- _Required work_
Every line of the material must be copied exactly, from the first to the last.

- _Data shown_
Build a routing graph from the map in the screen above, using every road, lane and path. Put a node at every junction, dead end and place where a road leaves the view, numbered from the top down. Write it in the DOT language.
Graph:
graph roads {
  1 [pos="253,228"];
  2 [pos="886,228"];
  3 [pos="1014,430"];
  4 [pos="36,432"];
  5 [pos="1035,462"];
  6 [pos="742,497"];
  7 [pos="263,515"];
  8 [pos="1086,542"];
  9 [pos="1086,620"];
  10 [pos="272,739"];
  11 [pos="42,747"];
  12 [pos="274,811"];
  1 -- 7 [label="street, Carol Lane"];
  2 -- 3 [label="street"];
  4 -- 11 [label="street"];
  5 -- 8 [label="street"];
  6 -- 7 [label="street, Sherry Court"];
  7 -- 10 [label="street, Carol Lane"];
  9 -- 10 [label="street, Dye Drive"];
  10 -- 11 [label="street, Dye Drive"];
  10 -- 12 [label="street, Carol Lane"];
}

- _Reply_
Build a routing graph from the map in the screen above, using every road, lane and path. Put a node at every junction, dead end and place where a road leaves the view, numbered from the top down. Write it in the DOT language.
Graph:
graph roads {
  1 [pos="253,228"];
  2 [pos="886,228"];
  3 [pos="1014,430"];
  4 [pos="36,432"];
  5 [pos="1035,462"];
  6 [pos="742,497"];
  7 [pos="263,515"];
  8 [pos="1086,542"];
  9 [pos="1086,620"];
  10 [pos="272,739"];
  11 [pos="42,747"];
  12 [pos="274,811"];
  1 -- 7 [label="street, Carol Lane"];
  2 -- 3 [label="street"];
  4 -- 11 [label="street"];
  5 -- 8 [label="street"];
  6 -- 7 [label="street, Sherry Court"];
  7 -- 10 [label="street, Carol Lane"];
  9 -- 10 [label="street, Dye Drive"];
  10 -- 11 [label="street, Dye Drive"];
  10 -- 12 [label="street, Carol Lane"];
}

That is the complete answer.